Interpretação Doutrinária
A interrogação de Judas, embora aparentemente benevolente, revela uma motivação impura de cobiça e desonestidade, como exposto em João 12:6. Este episódio ilustra a importância da sinceridade no coração e a prioridade da devoção a Cristo acima dos bens materiais, contrastando a hipocrisia com a verdadeira adoração e o sacrifício. A conduta de Judas serve como um alerta contra a avareza e a falsa piedade, virtudes essenciais para a santificação pessoal e a caminhada cristã.
Aplicação Prática
O cristão é exortado a examinar suas intenções ao servir a Deus e ao próximo, buscando a sinceridade de coração e a consagração total a Cristo, sem hipocrisia ou segundas intenções.
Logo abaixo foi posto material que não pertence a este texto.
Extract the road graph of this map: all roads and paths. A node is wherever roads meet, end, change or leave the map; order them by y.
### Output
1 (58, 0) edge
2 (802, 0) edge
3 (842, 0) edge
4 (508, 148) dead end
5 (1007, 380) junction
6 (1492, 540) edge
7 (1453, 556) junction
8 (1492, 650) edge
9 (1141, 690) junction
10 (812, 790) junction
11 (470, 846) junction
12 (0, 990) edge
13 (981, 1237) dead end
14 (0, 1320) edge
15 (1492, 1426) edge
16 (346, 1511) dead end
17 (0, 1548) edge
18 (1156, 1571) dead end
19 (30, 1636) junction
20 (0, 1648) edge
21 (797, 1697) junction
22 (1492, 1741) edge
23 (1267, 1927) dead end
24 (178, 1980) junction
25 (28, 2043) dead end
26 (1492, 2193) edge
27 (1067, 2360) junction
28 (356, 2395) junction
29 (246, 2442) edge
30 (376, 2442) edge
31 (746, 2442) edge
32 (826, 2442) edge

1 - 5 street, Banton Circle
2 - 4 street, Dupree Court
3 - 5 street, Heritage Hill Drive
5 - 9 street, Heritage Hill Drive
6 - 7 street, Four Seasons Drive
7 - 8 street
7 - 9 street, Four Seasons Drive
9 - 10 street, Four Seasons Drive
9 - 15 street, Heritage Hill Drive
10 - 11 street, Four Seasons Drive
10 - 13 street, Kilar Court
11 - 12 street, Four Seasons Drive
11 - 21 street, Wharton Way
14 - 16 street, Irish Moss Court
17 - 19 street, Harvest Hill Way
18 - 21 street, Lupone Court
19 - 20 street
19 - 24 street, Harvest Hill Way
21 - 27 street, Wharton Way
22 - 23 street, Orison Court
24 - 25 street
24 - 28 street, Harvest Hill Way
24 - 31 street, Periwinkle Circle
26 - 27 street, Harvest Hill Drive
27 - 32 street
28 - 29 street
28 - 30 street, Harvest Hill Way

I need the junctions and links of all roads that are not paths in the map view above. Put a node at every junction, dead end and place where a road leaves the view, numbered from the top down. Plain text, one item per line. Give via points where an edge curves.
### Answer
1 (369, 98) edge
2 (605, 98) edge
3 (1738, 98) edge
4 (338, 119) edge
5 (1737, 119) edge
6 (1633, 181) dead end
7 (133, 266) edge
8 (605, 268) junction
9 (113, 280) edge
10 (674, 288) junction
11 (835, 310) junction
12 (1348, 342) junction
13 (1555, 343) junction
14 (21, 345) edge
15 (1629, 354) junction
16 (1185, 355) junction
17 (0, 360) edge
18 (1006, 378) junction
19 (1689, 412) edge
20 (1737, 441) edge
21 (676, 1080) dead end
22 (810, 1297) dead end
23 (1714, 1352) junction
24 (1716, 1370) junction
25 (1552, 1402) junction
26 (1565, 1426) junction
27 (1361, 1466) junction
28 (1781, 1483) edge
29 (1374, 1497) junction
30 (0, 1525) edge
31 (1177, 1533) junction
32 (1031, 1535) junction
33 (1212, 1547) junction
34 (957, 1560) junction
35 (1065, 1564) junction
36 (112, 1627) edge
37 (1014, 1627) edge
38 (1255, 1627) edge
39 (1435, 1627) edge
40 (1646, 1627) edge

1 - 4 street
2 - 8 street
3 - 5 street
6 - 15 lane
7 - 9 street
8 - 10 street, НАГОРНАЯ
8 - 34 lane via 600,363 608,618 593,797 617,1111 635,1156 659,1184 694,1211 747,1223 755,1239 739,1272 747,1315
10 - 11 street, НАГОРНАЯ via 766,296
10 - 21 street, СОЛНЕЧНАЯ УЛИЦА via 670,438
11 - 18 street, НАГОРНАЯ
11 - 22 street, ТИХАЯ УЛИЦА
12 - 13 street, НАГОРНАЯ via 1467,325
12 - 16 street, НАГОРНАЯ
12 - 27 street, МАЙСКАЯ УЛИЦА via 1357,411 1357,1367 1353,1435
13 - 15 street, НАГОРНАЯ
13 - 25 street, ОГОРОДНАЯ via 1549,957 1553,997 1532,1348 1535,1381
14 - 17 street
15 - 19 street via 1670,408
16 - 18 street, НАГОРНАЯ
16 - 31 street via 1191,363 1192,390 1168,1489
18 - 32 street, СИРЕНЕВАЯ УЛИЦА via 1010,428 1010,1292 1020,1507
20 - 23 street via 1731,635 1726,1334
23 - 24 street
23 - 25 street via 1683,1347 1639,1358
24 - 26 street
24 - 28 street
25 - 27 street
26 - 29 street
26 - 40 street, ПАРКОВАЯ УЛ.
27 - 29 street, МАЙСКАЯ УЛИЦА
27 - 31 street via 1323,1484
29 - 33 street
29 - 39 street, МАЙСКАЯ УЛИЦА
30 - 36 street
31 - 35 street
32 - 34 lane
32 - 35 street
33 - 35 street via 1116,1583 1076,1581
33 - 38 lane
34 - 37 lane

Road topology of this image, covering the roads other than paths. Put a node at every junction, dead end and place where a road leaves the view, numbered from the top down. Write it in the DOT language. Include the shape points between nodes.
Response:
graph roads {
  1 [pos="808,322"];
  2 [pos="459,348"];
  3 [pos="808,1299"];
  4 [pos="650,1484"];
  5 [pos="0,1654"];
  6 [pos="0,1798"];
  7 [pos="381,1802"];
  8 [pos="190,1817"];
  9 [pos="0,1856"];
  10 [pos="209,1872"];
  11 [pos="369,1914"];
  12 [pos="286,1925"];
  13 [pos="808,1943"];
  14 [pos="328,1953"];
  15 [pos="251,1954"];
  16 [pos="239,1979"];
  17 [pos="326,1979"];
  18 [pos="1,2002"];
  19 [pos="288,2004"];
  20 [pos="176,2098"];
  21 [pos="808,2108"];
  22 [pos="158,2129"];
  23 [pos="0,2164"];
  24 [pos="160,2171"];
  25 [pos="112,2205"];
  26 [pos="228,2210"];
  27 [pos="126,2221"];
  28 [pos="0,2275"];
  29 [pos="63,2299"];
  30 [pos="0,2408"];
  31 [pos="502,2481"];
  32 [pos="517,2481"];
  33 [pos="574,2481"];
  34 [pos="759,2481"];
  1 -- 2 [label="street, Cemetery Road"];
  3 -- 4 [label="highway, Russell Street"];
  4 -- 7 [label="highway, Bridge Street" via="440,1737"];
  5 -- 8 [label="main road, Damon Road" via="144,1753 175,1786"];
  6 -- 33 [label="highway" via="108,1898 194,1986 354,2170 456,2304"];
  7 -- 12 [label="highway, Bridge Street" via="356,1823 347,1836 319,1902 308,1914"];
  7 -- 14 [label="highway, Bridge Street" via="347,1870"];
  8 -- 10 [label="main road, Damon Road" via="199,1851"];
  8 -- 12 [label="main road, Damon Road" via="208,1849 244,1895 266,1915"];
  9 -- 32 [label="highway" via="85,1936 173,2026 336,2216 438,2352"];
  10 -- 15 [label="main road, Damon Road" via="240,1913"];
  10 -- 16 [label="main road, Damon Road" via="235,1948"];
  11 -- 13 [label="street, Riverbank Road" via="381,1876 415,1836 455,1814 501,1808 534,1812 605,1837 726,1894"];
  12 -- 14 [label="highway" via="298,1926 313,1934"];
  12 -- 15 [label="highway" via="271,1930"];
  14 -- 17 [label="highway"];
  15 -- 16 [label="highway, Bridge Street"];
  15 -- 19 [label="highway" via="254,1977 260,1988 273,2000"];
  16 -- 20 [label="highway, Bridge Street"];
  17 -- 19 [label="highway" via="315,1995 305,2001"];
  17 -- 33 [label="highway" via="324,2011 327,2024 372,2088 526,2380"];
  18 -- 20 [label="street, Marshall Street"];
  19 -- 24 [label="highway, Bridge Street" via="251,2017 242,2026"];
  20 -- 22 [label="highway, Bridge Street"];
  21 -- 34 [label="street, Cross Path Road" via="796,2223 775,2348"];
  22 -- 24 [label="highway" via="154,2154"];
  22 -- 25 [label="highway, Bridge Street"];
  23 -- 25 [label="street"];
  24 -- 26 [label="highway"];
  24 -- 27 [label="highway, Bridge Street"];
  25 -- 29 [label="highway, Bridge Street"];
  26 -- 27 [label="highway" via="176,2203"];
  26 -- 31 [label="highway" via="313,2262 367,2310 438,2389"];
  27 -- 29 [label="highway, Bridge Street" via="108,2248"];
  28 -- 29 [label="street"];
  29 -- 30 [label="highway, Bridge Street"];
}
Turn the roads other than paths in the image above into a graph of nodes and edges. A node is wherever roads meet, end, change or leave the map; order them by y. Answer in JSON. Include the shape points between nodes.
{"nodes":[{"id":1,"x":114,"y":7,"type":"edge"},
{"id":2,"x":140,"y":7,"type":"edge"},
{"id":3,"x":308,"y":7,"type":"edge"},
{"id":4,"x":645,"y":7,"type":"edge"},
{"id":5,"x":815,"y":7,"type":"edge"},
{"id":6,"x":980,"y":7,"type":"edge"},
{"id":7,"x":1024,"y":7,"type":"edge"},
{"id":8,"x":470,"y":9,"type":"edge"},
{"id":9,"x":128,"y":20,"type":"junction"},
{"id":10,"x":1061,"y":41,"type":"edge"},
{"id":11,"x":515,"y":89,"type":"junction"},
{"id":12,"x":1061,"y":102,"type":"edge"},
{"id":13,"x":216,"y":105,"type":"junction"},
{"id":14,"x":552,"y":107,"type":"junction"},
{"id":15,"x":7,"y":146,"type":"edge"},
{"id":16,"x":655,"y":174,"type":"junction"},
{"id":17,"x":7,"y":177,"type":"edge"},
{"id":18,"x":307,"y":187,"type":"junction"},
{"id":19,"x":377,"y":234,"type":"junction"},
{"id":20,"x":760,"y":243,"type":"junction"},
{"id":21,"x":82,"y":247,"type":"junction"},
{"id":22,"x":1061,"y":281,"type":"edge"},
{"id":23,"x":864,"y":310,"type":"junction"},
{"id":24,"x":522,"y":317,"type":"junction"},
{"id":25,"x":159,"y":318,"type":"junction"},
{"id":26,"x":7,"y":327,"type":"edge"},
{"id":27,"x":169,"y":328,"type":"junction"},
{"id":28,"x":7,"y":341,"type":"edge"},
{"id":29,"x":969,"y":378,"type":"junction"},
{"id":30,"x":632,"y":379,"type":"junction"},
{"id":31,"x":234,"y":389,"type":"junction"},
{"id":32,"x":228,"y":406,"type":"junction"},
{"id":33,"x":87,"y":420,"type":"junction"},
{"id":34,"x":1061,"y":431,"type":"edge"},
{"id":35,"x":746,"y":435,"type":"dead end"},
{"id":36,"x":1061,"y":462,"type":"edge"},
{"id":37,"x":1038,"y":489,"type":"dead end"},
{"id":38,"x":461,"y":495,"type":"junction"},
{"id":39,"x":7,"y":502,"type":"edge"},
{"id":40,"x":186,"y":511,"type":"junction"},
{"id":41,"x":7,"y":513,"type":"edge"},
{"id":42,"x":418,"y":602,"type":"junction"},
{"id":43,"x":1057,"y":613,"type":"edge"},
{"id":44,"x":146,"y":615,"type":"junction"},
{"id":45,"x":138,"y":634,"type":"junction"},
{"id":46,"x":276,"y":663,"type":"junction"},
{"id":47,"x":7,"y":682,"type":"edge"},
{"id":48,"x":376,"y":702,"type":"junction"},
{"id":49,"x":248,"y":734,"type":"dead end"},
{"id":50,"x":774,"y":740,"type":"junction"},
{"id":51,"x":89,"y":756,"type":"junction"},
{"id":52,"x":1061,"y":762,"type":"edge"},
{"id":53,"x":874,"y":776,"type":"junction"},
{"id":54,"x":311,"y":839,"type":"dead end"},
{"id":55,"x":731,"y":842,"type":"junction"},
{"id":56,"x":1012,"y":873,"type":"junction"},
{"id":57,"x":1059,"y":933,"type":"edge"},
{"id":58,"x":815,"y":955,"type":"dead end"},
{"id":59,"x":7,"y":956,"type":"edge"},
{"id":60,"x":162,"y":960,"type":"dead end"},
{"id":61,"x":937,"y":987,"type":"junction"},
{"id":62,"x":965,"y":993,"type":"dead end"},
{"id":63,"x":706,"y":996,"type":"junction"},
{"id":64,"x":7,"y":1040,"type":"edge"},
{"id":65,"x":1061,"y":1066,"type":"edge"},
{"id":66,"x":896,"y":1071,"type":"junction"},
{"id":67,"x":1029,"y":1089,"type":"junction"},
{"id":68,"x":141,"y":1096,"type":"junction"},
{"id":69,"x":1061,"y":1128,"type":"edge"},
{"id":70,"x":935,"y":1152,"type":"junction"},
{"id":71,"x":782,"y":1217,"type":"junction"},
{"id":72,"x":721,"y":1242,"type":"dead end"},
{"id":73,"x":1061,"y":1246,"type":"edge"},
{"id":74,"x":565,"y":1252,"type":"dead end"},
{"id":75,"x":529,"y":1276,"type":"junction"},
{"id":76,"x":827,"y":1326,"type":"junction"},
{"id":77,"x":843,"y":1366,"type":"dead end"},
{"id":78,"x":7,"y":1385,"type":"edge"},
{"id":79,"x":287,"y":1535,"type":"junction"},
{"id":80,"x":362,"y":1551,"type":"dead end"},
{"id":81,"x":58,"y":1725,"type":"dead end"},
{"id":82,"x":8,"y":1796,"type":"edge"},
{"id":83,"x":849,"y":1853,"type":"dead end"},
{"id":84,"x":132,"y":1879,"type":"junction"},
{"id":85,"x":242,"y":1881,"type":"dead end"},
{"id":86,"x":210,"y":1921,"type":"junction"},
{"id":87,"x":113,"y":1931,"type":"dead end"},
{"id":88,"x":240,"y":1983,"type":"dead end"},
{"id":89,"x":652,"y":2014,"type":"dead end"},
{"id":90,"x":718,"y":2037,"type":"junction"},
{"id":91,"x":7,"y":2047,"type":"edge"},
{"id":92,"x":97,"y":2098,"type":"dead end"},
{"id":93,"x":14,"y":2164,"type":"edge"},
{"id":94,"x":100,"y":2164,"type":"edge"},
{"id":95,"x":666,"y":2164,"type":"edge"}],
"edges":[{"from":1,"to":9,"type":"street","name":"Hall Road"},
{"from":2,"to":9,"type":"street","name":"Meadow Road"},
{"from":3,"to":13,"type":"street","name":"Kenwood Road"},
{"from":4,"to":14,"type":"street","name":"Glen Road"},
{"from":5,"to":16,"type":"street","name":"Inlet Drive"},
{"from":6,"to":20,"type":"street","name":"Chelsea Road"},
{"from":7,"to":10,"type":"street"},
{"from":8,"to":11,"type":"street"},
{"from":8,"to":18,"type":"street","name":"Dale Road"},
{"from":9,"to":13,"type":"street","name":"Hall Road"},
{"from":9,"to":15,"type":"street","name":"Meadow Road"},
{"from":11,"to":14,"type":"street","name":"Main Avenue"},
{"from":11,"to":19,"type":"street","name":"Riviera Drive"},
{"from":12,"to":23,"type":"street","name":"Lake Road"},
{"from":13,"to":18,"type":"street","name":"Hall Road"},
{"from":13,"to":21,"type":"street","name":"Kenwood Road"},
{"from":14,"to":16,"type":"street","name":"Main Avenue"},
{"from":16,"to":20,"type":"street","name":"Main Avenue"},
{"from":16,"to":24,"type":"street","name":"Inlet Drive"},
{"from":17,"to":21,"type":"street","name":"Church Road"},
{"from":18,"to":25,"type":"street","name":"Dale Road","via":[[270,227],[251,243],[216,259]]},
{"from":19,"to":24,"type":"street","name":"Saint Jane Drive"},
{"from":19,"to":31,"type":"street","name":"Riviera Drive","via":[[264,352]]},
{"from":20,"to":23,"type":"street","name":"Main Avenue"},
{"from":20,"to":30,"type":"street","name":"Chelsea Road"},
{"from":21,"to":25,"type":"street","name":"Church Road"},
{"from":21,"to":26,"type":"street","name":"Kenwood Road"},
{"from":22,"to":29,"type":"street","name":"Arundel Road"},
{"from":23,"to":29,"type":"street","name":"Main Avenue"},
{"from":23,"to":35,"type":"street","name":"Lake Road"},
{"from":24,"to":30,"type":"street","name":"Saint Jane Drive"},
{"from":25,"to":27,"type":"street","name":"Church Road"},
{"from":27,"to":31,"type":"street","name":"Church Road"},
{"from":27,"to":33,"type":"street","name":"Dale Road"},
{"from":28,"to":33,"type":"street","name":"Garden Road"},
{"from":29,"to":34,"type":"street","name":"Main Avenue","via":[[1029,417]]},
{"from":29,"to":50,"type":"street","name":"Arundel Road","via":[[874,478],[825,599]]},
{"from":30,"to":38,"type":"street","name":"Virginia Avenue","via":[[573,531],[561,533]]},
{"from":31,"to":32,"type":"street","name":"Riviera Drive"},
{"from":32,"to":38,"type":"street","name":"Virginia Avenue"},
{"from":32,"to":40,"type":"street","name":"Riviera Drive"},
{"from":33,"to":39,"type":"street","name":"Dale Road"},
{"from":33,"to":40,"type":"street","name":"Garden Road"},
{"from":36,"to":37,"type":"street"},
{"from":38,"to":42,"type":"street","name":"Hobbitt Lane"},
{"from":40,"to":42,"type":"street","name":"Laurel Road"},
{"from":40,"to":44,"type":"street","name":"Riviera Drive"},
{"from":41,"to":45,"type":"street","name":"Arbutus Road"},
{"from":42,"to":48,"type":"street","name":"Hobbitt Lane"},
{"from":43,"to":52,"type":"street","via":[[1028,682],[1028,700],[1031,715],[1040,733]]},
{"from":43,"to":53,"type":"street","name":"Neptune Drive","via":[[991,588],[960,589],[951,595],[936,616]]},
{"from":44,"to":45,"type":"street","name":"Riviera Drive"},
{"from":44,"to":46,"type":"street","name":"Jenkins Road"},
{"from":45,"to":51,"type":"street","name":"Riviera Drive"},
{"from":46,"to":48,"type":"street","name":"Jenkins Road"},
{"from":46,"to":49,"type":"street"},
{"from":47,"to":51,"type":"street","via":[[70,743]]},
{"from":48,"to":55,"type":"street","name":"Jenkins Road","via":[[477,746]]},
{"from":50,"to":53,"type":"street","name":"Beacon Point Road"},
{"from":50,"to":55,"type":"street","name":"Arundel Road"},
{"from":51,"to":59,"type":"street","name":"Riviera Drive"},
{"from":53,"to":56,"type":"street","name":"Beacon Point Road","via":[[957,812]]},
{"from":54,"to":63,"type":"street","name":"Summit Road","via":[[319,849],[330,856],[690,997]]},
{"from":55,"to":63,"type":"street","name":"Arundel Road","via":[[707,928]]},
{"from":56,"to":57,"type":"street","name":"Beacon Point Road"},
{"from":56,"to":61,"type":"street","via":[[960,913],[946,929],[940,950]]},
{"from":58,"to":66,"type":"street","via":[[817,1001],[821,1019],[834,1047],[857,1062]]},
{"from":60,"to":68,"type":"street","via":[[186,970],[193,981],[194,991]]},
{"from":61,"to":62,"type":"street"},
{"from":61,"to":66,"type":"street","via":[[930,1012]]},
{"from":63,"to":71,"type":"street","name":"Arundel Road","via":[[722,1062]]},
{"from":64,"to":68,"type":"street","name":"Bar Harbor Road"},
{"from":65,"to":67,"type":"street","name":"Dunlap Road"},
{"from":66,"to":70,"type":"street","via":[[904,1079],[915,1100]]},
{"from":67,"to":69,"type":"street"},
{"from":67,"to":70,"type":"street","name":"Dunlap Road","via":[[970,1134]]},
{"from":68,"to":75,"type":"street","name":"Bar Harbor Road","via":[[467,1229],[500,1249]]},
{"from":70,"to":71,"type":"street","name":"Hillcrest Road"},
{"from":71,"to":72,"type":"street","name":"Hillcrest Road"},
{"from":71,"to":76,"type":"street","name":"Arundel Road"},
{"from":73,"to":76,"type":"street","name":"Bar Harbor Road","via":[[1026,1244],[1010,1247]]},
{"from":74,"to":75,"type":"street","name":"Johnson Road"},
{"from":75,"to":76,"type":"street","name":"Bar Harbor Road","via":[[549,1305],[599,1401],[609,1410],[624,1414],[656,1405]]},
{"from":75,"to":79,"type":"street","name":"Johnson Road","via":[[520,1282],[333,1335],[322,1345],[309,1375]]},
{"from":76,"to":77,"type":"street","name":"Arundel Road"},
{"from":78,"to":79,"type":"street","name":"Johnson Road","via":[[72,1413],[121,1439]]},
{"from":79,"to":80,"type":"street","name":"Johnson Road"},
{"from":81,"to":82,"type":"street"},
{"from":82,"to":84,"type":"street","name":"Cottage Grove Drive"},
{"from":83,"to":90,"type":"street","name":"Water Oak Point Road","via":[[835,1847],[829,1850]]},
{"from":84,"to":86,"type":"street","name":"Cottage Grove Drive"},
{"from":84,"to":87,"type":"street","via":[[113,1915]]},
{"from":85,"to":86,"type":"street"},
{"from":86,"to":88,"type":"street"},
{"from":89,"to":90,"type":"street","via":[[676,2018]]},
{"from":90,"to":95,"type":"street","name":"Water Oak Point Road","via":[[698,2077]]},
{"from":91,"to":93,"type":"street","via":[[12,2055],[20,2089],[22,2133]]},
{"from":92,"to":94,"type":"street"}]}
A devoção a Jesus deve ser prioritária, e a verdadeira caridade deve fluir de um coração genuinamente transformado pelo Espírito, não de um espírito de cobiça ou julgamento.
Precauções de Leitura
É um erro comum interpretar este versículo isoladamente como uma condenação ao dispêndio em atos de adoração ou como uma justificativa para negligenciar os pobres. O texto não condena a caridade, mas expõe a hipocrisia de Judas, cuja preocupação pelos pobres era uma fachada para sua cobiça (João 12:6). Não se deve usar a fala de Judas para criticar a adoração sincera e sacrificial a Cristo.